The bit dungeon (that is plus sized) has ways of making you return to the dungeon. When you first start off, you don’t know where you’ll end up, the dungeons can generate differently each time you play, creating a different gameplay experience with each adventure, but it doesn’t just change each time you play, it can also end each time you play, as there’re multiple different endings to uncover. While that’s a positive, when you keep going deeper and deeper into the dungeon, it’ll get a bit repetitive, with enemies repeating themselves but being harder to strike down, but even then, by that time, you’ll have upgraded gear to tackle them. If you want more of a challenge, set it on the hell difficulty, where it’ll give the baddies more of an advantage at the start, which will make you think twice when just running and slashing away carelessly. Perhaps you want to find the soul of your lost one with a loved one right next to you, as you and another player can explore the dungeons together, but, sharing is not caring, as items, weapons and currency aren’t shared with the other player. To try and spice things up, the babel tower has it’s doors open, welcoming you to challenge it. In this mode, you must keep fighting and explore as much as you can to find the red door that’ll lead you to the next area in a set amount of time, how many floors can you complete under the time limit?

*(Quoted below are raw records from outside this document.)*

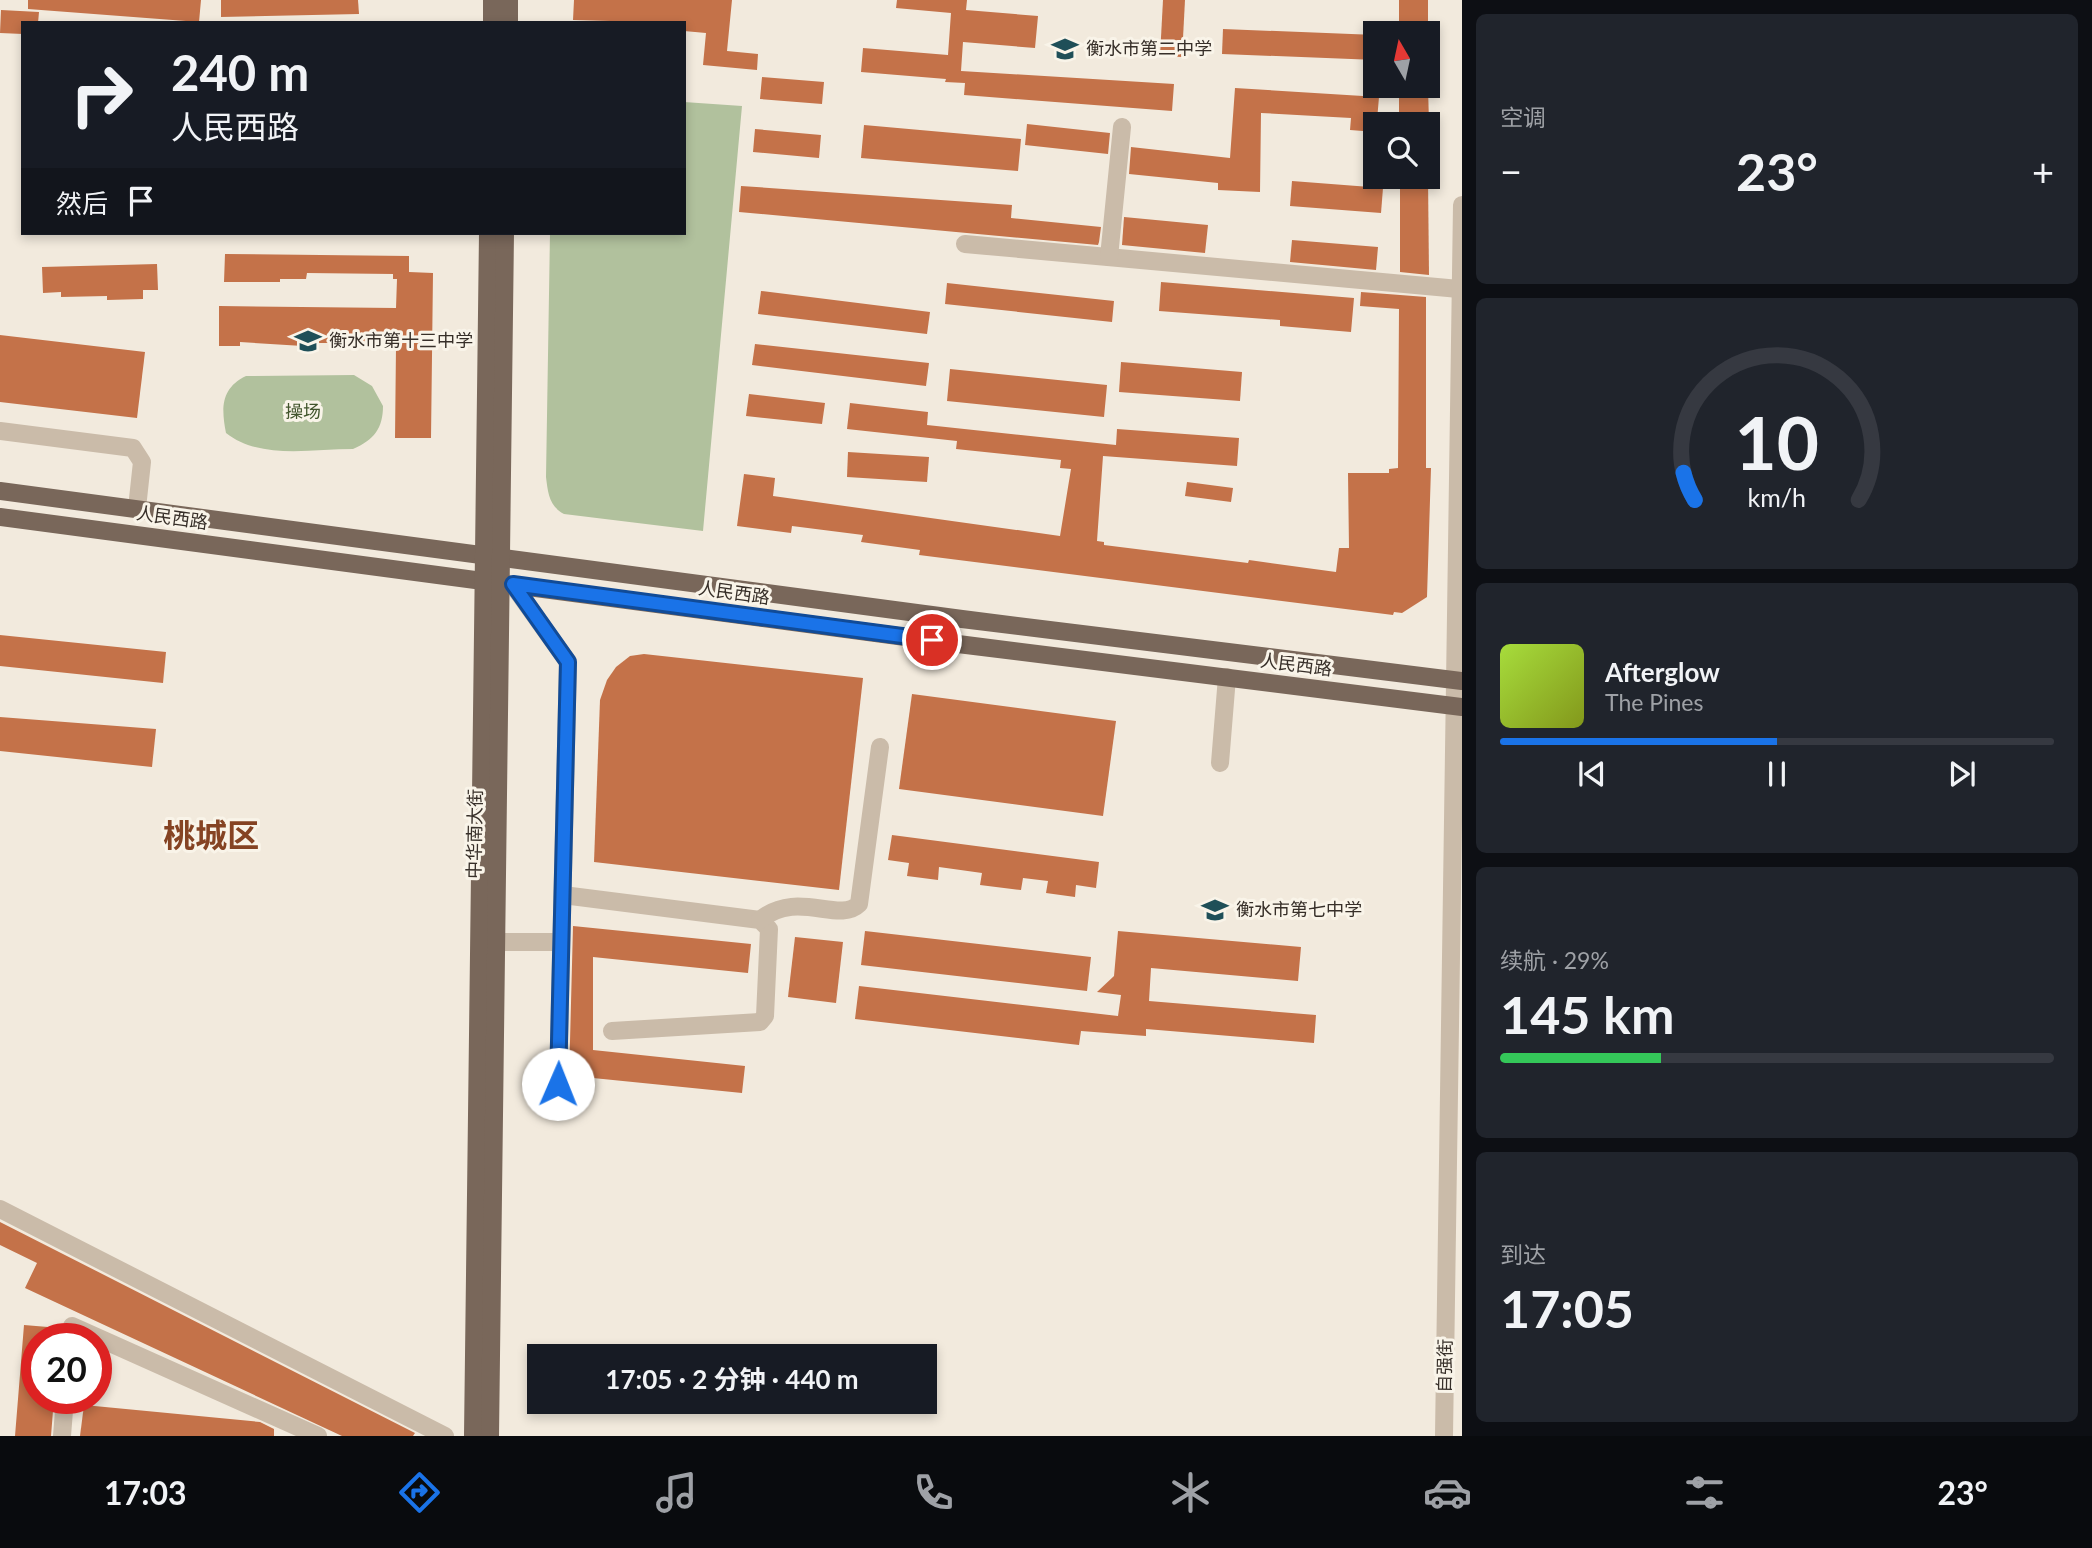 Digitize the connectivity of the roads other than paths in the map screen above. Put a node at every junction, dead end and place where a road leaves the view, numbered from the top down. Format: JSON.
{"nodes":[{"id":1,"x":492,"y":0,"type":"edge"},
{"id":2,"x":509,"y":0,"type":"edge"},
{"id":3,"x":492,"y":21,"type":"edge"},
{"id":4,"x":509,"y":21,"type":"edge"},
{"id":5,"x":1122,"y":127,"type":"dead end"},
{"id":6,"x":1462,"y":205,"type":"edge"},
{"id":7,"x":488,"y":235,"type":"edge"},
{"id":8,"x":505,"y":235,"type":"edge"},
{"id":9,"x":965,"y":244,"type":"dead end"},
{"id":10,"x":1109,"y":257,"type":"junction"},
{"id":11,"x":1458,"y":289,"type":"junction"},
{"id":12,"x":0,"y":431,"type":"edge"},
{"id":13,"x":0,"y":491,"type":"edge"},
{"id":14,"x":137,"y":508,"type":"junction"},
{"id":15,"x":0,"y":517,"type":"edge"},
{"id":16,"x":492,"y":556,"type":"junction"},
{"id":17,"x":499,"y":583,"type":"junction"},
{"id":18,"x":1227,"y":677,"type":"junction"},
{"id":19,"x":1458,"y":680,"type":"edge"},
{"id":20,"x":1458,"y":706,"type":"edge"},
{"id":21,"x":880,"y":747,"type":"dead end"},
{"id":22,"x":1220,"y":763,"type":"dead end"},
{"id":23,"x":563,"y":895,"type":"junction"},
{"id":24,"x":760,"y":920,"type":"junction"},
{"id":25,"x":494,"y":942,"type":"junction"},
{"id":26,"x":561,"y":942,"type":"junction"},
{"id":27,"x":612,"y":1031,"type":"dead end"},
{"id":28,"x":558,"y":1084,"type":"dead end"},
{"id":29,"x":0,"y":1209,"type":"edge"},
{"id":30,"x":1454,"y":1305,"type":"edge"},
{"id":31,"x":112,"y":1345,"type":"edge"},
{"id":32,"x":64,"y":1414,"type":"edge"},
{"id":33,"x":284,"y":1428,"type":"edge"},
{"id":34,"x":62,"y":1436,"type":"edge"},
{"id":35,"x":318,"y":1436,"type":"edge"},
{"id":36,"x":444,"y":1436,"type":"edge"},
{"id":37,"x":473,"y":1436,"type":"edge"},
{"id":38,"x":490,"y":1436,"type":"edge"},
{"id":39,"x":1444,"y":1436,"type":"edge"}],
"edges":[{"from":1,"to":3,"type":"main road"},
{"from":2,"to":4,"type":"main road"},
{"from":5,"to":10,"type":"street"},
{"from":6,"to":11,"type":"street","name":"自强街"},
{"from":7,"to":16,"type":"main road","name":"中华南大街"},
{"from":8,"to":16,"type":"main road","name":"中华南大街"},
{"from":9,"to":10,"type":"street"},
{"from":10,"to":11,"type":"street"},
{"from":11,"to":19,"type":"street","name":"自强街"},
{"from":12,"to":14,"type":"street"},
{"from":13,"to":14,"type":"main road","name":"人民西路"},
{"from":14,"to":16,"type":"main road","name":"人民西路"},
{"from":15,"to":17,"type":"main road","name":"人民西路"},
{"from":16,"to":17,"type":"main road","name":"中华南大街"},
{"from":16,"to":19,"type":"main road","name":"人民西路"},
{"from":17,"to":18,"type":"main road","name":"人民西路"},
{"from":17,"to":23,"type":"street"},
{"from":17,"to":25,"type":"main road","name":"中华南大街"},
{"from":17,"to":37,"type":"main road","name":"中华南大街"},
{"from":18,"to":20,"type":"main road","name":"人民西路"},
{"from":18,"to":22,"type":"street"},
{"from":19,"to":20,"type":"street","name":"自强街"},
{"from":20,"to":30,"type":"street","name":"自强街"},
{"from":21,"to":24,"type":"street"},
{"from":23,"to":24,"type":"street"},
{"from":23,"to":26,"type":"street"},
{"from":24,"to":27,"type":"street"},
{"from":25,"to":26,"type":"street"},
{"from":25,"to":38,"type":"main road","name":"中华南大街"},
{"from":26,"to":28,"type":"street"},
{"from":29,"to":36,"type":"street"},
{"from":30,"to":39,"type":"street","name":"自强街"},
{"from":31,"to":33,"type":"street"},
{"from":32,"to":34,"type":"street"},
{"from":33,"to":35,"type":"street"}]} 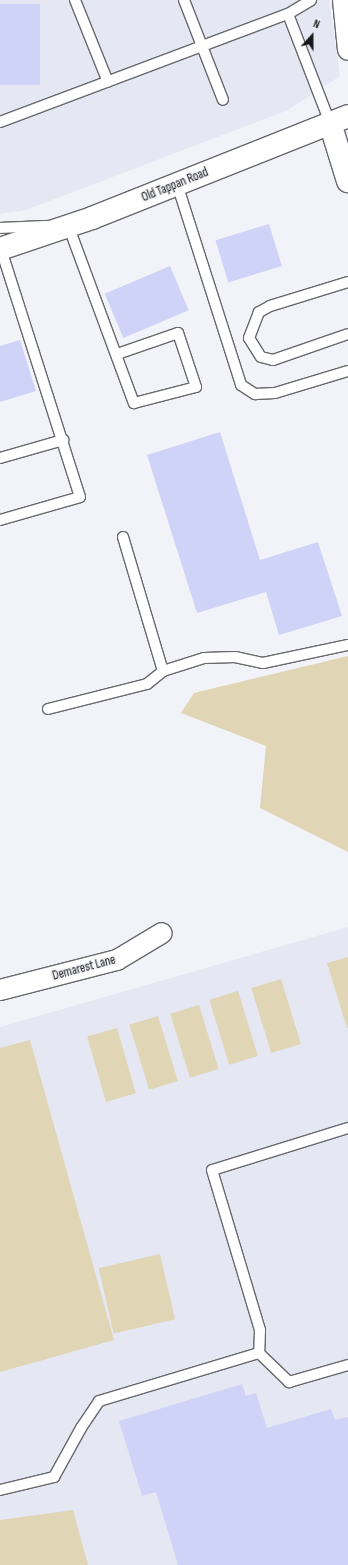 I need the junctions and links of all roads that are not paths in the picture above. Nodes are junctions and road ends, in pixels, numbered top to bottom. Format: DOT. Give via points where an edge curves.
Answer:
graph roads {
  1 [pos="75,0"];
  2 [pos="184,0"];
  3 [pos="311,0"];
  4 [pos="343,0"];
  5 [pos="288,14"];
  6 [pos="202,46"];
  7 [pos="348,50"];
  8 [pos="108,82"];
  9 [pos="224,100"];
  10 [pos="339,120"];
  11 [pos="0,122"];
  12 [pos="348,181"];
  13 [pos="177,184"];
  14 [pos="70,225"];
  15 [pos="0,228"];
  16 [pos="1,249"];
  17 [pos="348,282"];
  18 [pos="348,334"];
  19 [pos="117,354"];
  20 [pos="348,371"];
  21 [pos="63,440"];
  22 [pos="0,458"];
  23 [pos="0,520"];
  24 [pos="123,537"];
  25 [pos="348,645"];
  26 [pos="163,671"];
  27 [pos="48,709"];
  28 [pos="162,933"];
  29 [pos="0,990"];
  30 [pos="348,1128"];
  31 [pos="259,1353"];
  32 [pos="348,1365"];
  33 [pos="0,1490"];
  1 -- 8 [label="lane"];
  2 -- 6 [label="lane"];
  3 -- 5 [label="lane"];
  4 -- 7 [label="street"];
  5 -- 6 [label="lane"];
  5 -- 10 [label="lane"];
  6 -- 8 [label="lane"];
  6 -- 9 [label="lane"];
  8 -- 11 [label="lane"];
  10 -- 12 [label="main road"];
  10 -- 13 [label="main road, Old Tappan Road"];
  13 -- 14 [label="main road, Old Tappan Road"];
  13 -- 20 [label="lane" via="241,385 255,394 275,393"];
  14 -- 15 [label="lane"];
  14 -- 16 [label="main road, Old Tappan Road"];
  14 -- 19 [label="lane"];
  16 -- 21 [label="lane"];
  17 -- 18 [label="lane" via="270,306 259,312 249,338 261,357 273,360"];
  19 -- 19 [label="lane" via="134,403 196,387 178,333"];
  21 -- 22 [label="lane"];
  21 -- 23 [label="lane" via="80,497"];
  24 -- 26 [label="lane"];
  25 -- 26 [label="lane" via="263,663 235,658 204,658"];
  26 -- 27 [label="lane" via="147,684"];
  28 -- 29 [label="street, Demarest Lane" via="117,960"];
  30 -- 31 [label="lane" via="212,1170 260,1330"];
  31 -- 32 [label="lane" via="289,1382"];
  31 -- 33 [label="lane" via="99,1401 54,1477"];
} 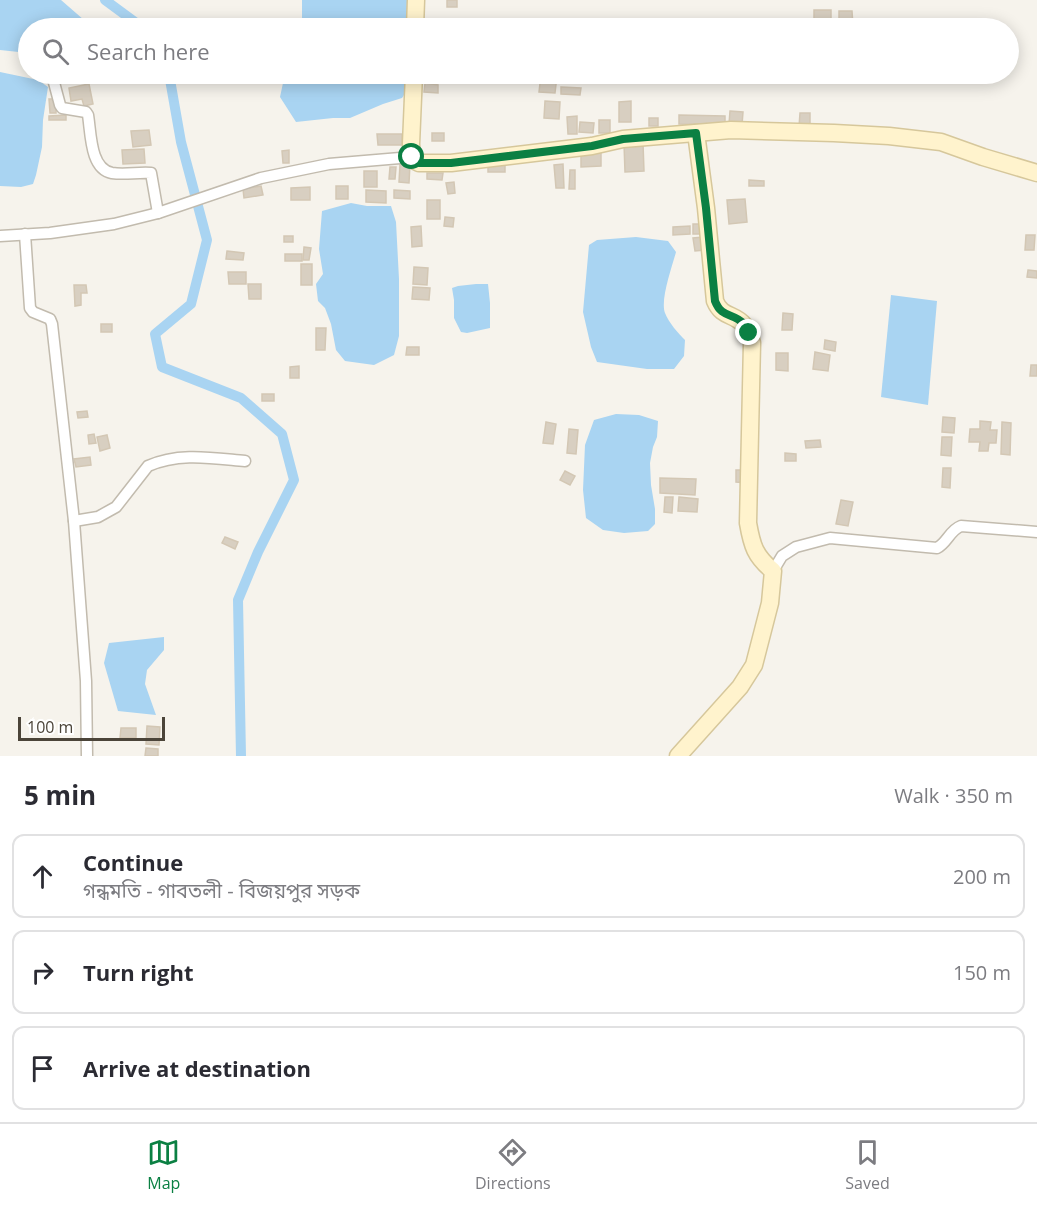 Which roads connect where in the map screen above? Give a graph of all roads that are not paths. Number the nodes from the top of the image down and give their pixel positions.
1 (416, 0) edge
2 (415, 18) edge
3 (54, 84) edge
4 (414, 84) edge
5 (696, 133) junction
6 (412, 157) junction
7 (1037, 172) edge
8 (164, 211) junction
9 (25, 234) junction
10 (0, 236) edge
11 (245, 461) dead end
12 (74, 521) junction
13 (1037, 532) edge
14 (773, 571) junction
15 (87, 756) edge
16 (678, 756) edge

1 - 2 main road
3 - 8 street
4 - 6 main road
5 - 6 main road
5 - 7 main road
5 - 14 main road
6 - 8 street
8 - 9 street
9 - 10 street
9 - 12 street
11 - 12 street
12 - 15 street
13 - 14 street
14 - 16 main road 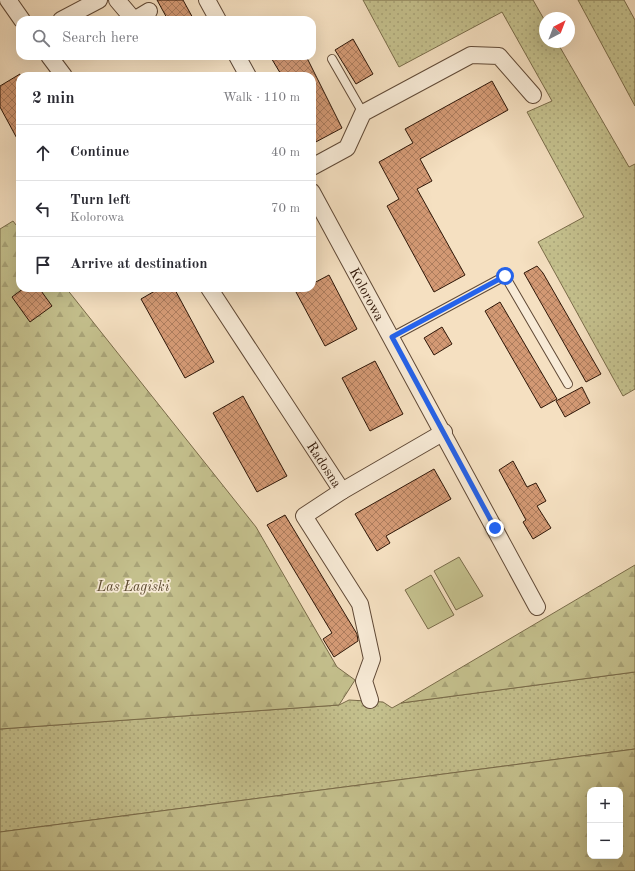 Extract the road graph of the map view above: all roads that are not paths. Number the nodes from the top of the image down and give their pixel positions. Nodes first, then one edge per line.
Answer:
1 (8, 0) edge
2 (98, 0) edge
3 (117, 0) edge
4 (207, 0) edge
5 (150, 11) dead end
6 (19, 16) edge
7 (68, 16) edge
8 (131, 16) edge
9 (141, 16) edge
10 (216, 16) edge
11 (332, 59) dead end
12 (52, 60) edge
13 (239, 60) edge
14 (61, 72) edge
15 (246, 72) edge
16 (533, 95) dead end
17 (364, 113) junction
18 (316, 165) edge
19 (316, 199) edge
20 (213, 292) edge
21 (392, 337) junction
22 (568, 384) dead end
23 (444, 432) junction
24 (342, 491) junction
25 (538, 607) dead end
26 (370, 700) dead end

1 - 6 street
2 - 7 street
3 - 8 street
4 - 10 street
5 - 9 street
11 - 17 lane
12 - 14 street
13 - 15 street
16 - 17 street
17 - 18 street
19 - 21 street, Kolorowa
20 - 24 street, Radosna
21 - 22 lane
21 - 23 street, Kolorowa
23 - 24 street
23 - 25 street, Kolorowa
24 - 26 street, Radosna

All and all, Bit Dungeon+ is a dungeon that has pluses in it that’re worth going into. While some negatives can occur along the way such as some repetitiveness later on, it’s still a dungeon worth looking into. It’s a game, while playing a bit like the classic Zelda titles, still holds its own, but just make sure to keep holding your own, or else you’ll be forced to let it go and lose it all.
I give Bit Dungeon+ 7 Dungeons out of 10
Cost on the eShop: $6.00
Memory used: 302 MB
Review code provided by: Dolores Entertainment S.L.